- _Assignment_
Those lines of the data that hold the word "graph" are to be copied out.

(Records excerpted from a collection)
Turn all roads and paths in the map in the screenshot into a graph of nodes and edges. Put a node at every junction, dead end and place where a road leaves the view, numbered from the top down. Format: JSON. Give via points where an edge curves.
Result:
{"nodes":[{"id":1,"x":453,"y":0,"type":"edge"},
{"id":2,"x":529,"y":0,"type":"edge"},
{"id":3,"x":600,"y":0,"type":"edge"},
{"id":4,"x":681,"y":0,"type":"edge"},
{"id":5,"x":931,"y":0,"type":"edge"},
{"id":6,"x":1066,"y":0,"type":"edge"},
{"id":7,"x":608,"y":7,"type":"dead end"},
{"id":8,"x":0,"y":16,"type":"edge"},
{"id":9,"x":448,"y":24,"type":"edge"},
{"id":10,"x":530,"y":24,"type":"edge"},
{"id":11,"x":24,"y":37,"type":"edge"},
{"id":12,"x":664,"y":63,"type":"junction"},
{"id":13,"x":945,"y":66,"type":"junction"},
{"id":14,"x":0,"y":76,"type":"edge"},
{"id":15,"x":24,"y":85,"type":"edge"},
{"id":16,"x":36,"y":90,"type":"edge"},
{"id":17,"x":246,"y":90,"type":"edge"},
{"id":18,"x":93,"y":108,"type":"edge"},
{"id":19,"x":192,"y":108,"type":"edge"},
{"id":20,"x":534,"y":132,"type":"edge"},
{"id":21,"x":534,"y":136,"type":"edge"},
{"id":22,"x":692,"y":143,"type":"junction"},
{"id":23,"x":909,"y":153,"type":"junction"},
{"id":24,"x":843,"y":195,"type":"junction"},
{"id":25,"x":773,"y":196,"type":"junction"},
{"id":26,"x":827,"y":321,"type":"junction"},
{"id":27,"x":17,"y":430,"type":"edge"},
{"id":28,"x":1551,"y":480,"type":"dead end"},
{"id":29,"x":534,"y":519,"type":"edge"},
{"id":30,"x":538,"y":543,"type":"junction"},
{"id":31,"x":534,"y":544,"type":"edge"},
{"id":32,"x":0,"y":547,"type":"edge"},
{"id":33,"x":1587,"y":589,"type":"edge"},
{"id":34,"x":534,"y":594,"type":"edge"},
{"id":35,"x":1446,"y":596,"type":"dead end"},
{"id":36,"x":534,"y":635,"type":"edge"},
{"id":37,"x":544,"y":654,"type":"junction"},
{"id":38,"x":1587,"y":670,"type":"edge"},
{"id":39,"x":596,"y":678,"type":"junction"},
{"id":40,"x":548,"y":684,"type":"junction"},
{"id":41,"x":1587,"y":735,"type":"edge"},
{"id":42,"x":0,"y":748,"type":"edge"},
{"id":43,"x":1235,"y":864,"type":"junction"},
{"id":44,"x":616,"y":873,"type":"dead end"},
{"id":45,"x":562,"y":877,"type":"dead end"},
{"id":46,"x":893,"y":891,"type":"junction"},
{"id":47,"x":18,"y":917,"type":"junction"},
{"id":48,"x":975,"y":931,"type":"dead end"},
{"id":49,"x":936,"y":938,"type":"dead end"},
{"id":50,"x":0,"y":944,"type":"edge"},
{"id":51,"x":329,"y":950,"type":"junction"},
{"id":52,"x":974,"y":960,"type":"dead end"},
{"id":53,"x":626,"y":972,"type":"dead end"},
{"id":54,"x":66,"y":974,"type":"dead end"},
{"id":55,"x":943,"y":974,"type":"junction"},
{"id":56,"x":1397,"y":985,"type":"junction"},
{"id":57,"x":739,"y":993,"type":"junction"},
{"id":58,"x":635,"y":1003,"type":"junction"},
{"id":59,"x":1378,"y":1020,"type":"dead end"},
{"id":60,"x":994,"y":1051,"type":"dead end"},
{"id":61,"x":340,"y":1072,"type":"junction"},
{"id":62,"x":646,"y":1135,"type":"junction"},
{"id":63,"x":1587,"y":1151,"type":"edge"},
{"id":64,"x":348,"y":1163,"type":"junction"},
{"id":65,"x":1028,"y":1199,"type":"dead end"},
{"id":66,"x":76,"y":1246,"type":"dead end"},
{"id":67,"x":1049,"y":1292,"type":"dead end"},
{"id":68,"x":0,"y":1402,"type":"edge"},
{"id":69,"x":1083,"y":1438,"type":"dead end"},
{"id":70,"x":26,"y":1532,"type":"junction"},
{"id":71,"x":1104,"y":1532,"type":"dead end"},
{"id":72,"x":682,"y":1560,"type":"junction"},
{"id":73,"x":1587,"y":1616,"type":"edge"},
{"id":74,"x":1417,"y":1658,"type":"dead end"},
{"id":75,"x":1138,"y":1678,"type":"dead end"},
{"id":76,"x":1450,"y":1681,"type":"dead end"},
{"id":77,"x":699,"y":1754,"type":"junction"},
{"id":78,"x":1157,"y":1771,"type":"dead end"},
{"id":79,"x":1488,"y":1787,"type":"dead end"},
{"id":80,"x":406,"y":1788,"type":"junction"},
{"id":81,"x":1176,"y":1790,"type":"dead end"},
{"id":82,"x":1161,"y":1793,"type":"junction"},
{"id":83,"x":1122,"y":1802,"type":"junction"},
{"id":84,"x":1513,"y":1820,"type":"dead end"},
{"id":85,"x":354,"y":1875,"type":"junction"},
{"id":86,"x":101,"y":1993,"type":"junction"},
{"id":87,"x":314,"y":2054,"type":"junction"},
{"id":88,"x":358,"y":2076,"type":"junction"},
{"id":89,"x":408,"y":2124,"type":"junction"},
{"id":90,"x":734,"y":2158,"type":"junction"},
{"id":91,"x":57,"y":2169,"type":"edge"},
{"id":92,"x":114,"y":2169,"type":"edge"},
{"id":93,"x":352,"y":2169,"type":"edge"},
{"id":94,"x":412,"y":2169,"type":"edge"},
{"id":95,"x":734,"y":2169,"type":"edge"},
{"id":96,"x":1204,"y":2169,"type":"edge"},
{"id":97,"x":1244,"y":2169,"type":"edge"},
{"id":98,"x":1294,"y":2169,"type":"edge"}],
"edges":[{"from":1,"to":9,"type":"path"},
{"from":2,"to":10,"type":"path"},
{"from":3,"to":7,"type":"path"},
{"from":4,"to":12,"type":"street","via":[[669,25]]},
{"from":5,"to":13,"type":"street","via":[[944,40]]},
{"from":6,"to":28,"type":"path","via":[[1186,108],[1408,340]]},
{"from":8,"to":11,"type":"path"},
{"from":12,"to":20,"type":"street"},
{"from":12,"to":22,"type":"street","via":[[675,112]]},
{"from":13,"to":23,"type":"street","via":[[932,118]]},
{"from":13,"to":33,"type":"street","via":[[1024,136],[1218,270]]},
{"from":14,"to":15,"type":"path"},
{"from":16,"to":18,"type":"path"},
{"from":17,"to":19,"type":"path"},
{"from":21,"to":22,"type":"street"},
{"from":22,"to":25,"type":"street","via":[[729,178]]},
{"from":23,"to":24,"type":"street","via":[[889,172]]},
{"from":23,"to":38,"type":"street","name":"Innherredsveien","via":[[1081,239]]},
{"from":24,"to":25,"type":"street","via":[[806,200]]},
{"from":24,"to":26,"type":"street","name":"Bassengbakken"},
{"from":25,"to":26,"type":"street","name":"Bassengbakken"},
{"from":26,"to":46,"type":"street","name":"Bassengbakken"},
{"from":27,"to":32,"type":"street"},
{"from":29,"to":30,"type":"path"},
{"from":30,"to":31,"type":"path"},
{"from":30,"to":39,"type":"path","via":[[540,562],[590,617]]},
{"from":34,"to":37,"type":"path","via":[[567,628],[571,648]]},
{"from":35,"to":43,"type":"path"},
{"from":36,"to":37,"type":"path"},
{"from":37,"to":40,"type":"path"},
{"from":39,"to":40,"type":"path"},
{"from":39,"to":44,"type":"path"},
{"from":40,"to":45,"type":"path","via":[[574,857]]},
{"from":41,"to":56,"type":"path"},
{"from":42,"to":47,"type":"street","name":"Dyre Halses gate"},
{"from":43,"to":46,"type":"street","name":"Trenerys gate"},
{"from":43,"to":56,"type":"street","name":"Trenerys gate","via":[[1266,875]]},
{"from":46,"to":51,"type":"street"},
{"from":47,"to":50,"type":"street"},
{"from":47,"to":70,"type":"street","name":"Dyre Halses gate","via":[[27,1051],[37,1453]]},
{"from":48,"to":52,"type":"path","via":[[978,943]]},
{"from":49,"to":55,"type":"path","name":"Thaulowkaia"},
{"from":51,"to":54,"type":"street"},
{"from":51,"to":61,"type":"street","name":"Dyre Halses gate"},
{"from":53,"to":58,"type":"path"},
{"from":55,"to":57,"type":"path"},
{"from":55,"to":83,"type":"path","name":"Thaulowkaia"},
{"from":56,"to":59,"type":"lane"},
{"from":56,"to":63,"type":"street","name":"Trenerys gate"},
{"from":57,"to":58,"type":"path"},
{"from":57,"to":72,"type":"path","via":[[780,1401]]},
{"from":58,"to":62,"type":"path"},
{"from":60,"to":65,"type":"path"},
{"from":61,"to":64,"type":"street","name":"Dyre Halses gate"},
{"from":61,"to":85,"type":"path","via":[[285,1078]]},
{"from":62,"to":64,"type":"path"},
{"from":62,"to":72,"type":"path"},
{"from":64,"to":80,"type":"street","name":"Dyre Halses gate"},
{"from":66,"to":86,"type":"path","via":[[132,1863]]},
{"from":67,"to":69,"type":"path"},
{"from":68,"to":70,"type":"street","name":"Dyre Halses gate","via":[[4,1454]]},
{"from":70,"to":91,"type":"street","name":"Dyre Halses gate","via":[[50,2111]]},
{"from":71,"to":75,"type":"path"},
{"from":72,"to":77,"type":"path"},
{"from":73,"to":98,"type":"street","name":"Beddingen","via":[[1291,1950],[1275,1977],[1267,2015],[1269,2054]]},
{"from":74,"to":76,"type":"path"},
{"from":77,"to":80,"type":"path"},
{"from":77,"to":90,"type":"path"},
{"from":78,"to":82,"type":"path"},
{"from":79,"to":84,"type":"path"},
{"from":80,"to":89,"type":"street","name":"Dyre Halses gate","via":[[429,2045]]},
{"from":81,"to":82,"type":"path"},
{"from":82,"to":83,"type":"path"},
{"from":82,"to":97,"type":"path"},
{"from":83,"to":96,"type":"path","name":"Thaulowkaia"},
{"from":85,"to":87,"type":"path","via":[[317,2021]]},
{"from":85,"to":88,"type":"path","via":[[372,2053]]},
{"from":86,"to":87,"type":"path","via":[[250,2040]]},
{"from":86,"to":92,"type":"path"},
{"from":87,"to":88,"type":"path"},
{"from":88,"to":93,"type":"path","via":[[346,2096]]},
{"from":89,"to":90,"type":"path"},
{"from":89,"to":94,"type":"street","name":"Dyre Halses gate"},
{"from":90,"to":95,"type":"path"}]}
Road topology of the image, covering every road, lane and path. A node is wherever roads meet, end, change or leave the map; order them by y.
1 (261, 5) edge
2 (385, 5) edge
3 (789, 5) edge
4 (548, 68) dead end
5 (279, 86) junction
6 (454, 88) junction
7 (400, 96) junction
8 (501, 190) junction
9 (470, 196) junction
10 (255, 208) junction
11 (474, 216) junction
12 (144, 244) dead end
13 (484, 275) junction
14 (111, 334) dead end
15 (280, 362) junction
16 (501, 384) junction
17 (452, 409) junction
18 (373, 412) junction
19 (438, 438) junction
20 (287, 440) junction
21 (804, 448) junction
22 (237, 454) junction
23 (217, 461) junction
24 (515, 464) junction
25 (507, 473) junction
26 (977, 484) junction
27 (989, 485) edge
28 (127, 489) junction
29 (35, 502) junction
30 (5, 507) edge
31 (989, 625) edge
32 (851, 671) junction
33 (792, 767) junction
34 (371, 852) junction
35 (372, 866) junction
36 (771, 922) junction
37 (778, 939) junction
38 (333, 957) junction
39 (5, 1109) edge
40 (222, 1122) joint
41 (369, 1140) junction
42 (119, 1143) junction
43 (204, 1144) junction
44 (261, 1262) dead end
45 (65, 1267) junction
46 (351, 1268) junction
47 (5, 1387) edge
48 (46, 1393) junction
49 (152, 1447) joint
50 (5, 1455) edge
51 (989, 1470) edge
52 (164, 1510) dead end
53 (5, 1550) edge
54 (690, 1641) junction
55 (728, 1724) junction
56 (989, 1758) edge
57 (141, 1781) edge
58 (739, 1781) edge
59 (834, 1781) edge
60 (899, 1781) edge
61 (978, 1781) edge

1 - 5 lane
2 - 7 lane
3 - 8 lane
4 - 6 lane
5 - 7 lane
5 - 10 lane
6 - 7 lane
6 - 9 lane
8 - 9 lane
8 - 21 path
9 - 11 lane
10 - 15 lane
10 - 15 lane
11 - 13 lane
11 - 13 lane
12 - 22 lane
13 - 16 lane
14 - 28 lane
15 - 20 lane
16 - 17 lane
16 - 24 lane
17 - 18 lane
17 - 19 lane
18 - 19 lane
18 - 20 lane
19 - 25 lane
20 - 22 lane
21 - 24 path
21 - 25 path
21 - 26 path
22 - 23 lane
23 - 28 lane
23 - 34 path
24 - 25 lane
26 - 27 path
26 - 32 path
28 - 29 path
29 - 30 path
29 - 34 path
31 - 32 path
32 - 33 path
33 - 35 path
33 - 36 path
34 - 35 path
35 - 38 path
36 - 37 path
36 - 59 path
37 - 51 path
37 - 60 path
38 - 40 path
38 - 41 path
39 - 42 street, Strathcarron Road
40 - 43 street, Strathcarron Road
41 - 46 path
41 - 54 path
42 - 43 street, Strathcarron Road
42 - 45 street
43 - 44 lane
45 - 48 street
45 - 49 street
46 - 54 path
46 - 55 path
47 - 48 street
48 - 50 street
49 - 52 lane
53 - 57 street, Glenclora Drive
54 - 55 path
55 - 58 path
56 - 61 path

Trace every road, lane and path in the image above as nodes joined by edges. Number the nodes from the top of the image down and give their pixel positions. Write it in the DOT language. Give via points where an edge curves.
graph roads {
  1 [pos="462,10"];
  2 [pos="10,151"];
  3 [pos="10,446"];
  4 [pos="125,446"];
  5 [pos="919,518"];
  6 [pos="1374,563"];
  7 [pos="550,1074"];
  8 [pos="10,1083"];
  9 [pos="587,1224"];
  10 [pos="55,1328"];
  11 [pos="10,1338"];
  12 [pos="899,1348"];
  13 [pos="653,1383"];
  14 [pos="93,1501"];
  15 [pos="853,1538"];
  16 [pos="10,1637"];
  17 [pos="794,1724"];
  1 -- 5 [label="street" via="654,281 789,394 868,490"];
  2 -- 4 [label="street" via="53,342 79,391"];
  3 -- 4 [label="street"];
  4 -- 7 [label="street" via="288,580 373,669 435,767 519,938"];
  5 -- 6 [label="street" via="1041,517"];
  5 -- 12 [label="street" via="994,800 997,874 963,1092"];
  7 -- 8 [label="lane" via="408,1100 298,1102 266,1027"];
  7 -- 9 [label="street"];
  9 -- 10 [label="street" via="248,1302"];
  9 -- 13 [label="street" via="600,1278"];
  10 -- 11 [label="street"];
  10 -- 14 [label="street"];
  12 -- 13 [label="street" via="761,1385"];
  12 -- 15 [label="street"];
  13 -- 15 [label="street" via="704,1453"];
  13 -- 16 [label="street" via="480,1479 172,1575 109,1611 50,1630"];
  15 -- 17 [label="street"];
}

- _Result below_
Turn all roads and paths in the map in the screenshot into a graph of nodes and edges. Put a node at every junction, dead end and place where a road leaves the view, numbered from the top down. Format: JSON. Give via points where an edge curves.
graph roads {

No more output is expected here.